Here's three superb pieces from the Op. 32 set, which I've always admired more than Op. 23. The G minor prelude gets the most attention, and it's a great piece - I've played it - but I think these are wonderful examples of the melancholy, soulful Russian passion that fills all of Rach's music:


----------



## Luchesi (Mar 15, 2013)

Roger Knox said:


> I tend to think of the shorter examples:
> 
> Schubert - _Moments musicaux_
> Scriabin - many _poèmes_, short preludes, example is Four Pieces, op. 51
> ...







If you haven't seen them you might enjoy these 6 pieces composed by Glenn Gould (moving score).


----------



## Roger Knox (Jul 19, 2017)

Now THAT'S miniatures -- really good!
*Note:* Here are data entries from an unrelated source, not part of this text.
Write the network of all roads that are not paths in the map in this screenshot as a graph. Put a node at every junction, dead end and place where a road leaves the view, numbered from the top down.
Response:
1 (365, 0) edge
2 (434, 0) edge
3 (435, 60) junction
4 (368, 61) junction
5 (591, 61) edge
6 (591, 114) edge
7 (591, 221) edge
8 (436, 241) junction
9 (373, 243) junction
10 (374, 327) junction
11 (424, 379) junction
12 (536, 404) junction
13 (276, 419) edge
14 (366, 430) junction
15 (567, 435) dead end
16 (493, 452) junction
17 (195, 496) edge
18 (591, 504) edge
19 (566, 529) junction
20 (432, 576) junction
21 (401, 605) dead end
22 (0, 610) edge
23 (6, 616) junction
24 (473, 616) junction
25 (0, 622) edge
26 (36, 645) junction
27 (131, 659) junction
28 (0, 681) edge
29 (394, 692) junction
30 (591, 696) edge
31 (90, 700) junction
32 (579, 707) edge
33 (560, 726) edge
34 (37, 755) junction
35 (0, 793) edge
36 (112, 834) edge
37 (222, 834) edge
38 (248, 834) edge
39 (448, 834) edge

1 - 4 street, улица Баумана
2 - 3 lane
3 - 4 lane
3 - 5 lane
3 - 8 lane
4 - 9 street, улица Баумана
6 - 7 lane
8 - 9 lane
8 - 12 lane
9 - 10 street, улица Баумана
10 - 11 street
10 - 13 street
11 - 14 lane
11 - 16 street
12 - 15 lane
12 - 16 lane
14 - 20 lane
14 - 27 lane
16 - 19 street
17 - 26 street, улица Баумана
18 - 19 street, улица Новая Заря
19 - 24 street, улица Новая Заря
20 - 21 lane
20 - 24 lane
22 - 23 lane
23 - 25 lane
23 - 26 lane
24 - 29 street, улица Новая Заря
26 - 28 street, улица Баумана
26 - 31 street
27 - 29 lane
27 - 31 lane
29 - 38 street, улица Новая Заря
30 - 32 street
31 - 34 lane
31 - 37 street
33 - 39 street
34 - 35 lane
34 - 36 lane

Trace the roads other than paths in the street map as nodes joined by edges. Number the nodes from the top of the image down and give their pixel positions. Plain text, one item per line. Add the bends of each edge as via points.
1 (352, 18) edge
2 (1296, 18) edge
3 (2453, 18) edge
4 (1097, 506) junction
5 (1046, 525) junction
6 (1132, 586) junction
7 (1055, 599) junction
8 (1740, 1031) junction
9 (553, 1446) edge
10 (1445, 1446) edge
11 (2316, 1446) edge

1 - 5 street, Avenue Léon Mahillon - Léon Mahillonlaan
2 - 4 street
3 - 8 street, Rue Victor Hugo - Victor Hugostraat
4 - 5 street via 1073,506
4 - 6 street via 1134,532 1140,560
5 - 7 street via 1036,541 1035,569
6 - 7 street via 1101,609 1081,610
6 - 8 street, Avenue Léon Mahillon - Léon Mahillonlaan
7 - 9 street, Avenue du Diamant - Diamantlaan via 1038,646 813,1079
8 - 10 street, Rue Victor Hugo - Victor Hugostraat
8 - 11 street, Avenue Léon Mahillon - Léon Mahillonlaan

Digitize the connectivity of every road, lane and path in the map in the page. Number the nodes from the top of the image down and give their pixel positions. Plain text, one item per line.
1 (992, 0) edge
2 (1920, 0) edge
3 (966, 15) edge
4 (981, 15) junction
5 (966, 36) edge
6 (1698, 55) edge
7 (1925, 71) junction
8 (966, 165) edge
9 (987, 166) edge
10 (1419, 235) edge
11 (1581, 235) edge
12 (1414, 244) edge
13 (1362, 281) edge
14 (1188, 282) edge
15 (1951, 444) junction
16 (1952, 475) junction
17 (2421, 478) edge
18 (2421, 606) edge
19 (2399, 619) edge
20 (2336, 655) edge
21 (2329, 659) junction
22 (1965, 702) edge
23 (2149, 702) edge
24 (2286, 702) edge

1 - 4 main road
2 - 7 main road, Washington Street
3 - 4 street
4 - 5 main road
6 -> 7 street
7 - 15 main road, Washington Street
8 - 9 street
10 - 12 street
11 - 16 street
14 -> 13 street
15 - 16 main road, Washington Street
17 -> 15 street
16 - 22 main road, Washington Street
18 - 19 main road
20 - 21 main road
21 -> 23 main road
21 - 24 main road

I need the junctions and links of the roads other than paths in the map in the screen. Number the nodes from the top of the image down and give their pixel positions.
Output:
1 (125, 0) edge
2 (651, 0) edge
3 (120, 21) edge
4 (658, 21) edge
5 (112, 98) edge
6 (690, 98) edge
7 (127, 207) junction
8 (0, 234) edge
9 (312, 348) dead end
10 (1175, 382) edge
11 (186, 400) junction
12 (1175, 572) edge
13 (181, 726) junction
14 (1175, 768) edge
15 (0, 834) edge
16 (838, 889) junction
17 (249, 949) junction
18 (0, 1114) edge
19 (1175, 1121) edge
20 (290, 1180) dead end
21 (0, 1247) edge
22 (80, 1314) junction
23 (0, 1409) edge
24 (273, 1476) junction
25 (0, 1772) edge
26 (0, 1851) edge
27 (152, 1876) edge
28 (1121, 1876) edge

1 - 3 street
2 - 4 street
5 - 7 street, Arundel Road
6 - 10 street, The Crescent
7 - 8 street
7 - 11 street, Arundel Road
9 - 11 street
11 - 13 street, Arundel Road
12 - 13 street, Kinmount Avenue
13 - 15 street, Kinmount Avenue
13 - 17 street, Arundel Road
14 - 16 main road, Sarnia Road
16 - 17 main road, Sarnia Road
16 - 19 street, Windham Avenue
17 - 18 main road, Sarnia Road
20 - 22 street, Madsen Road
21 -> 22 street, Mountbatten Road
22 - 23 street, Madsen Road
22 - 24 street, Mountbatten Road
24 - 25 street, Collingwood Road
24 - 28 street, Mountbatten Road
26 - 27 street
These pieces are new to me -- thanks.


----------



## Bxnwebster (Jan 5, 2021)

1. Guarnieri: Ponteios (No. 34)
2.	Schumann: Kreisleriana (No. 6)
3.	Villa-Lobos: Ciclo Brasileiro (2. Impressoes Seresteiras)
4.	Szymanowski: Métopes (Kalipso)
5.	Auerbach: 10 Dreams (No. 7)
6.	Scriabin: 2 Poems, Op. 32 (No. 1)
7.	Poulenc: Les soirées de Nazelles (2. Le Coeur sur la main)
8.	Granados: 6 Pieces on Spanish Folksongs (No. 1)
9.	Bártok: Out of Doors (V. The Chase)
10.	Komitas: 12 Pieces for Children (6. My Darling and Marjan)


----------



## SanAntone (May 10, 2020)

*Boulez* - _Notations_ for solo piano are 12 miniatures, and very nice.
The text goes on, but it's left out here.